Objectives: The aim of this study was to compare the treatment responses after ablation with 30-50 mCi radioactive iodine (RAI) and 100 mCi RAI in patients with differentiated thyroid cancer (DTC) who were in the low-risk group according to 2015 American Thyroid Associations Classification (ATA 2015) criteria. Methods: Between February 2016 and August 2018, 100 patients who received RAI treatment in our clinic after total thyroidectomy and who were in the low-risk group DTC were included in this retrospective study. These patients were divided into 2 groups: low-activity (30-50 mCi) (group 1) and high-activity (100 mCi) (group 2). While 54 patients were treated with low activity, 46 patients received high activity RAI. The 2 groups were compared according to the 1 st - and 3 rd -year treatment response status. Results: According to the first-year follow-up, 15 patients were accepted as indeterminate response and 85 patients as excellent response. Three (5.5%) of the patients who were accepted as indeterminate response were in group 1 and 12 (26%) were in group 2. According to the third year follow-up, 1 patient in group 1 and 3 patients in group 2 were accepted as indeterminate response. No biochemical incomplete response or recurrent disease was detected. In the chi-square analysis performed to investigate the relationship between the first-year treatment response and RAI activities, a significant relationship was found (p=0.004).
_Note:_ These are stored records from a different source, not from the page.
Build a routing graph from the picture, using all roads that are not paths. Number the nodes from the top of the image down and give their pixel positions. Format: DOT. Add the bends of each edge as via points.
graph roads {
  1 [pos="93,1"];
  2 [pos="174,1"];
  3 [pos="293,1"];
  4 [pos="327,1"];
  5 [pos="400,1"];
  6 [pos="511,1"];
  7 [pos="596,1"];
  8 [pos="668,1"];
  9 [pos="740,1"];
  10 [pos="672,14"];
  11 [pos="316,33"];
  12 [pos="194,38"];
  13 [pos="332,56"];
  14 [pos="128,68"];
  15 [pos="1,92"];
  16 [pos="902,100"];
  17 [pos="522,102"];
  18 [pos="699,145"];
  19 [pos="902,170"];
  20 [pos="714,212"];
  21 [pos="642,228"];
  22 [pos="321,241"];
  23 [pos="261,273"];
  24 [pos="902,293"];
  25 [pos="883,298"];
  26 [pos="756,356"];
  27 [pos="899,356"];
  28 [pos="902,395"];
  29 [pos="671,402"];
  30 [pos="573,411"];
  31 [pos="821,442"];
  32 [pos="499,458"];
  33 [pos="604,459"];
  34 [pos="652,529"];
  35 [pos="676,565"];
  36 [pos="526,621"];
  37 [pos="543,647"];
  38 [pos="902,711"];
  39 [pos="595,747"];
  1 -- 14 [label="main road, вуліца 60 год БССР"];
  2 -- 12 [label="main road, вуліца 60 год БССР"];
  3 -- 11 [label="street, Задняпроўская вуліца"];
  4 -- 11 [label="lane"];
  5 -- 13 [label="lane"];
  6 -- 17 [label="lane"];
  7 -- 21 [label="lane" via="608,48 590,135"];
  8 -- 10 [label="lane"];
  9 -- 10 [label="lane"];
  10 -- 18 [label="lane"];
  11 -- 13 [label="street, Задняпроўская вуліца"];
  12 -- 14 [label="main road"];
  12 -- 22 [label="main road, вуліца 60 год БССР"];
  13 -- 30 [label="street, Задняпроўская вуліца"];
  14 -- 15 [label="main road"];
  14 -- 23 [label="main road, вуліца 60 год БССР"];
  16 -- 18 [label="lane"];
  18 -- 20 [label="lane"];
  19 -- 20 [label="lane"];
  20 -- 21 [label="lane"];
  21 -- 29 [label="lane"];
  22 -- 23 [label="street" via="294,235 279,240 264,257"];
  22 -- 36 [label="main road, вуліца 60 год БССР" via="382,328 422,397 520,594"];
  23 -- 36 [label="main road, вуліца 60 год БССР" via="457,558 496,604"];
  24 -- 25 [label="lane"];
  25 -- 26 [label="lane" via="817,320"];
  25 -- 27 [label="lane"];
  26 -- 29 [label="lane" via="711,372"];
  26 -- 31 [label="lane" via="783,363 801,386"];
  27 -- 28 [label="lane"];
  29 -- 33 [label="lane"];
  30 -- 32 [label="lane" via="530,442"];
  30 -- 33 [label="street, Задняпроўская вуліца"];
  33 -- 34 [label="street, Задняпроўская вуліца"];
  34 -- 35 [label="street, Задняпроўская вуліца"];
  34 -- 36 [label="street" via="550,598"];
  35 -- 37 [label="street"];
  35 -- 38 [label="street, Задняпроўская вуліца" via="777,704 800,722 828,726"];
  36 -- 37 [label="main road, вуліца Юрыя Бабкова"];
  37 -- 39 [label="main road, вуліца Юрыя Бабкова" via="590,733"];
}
In the Mann-Whitney U test performed to investigate the parameters that may be effective in the treatment response, only the preablative serum thyroglobulin value was shown to have a significant difference between the two groups (p=0.01). In the long-term follow-up of the patients, based on the third year treatment response data, chi-square analysis was performed to evaluate the two groups in terms of treatment responses, and no statistically significant relationship was found (p=0.73). Conclusion: Ablation with 30-50 mCi can be safely applied in DTC patients who are in the ATA 2015 low-risk group and are planned for RAI ablation treatment.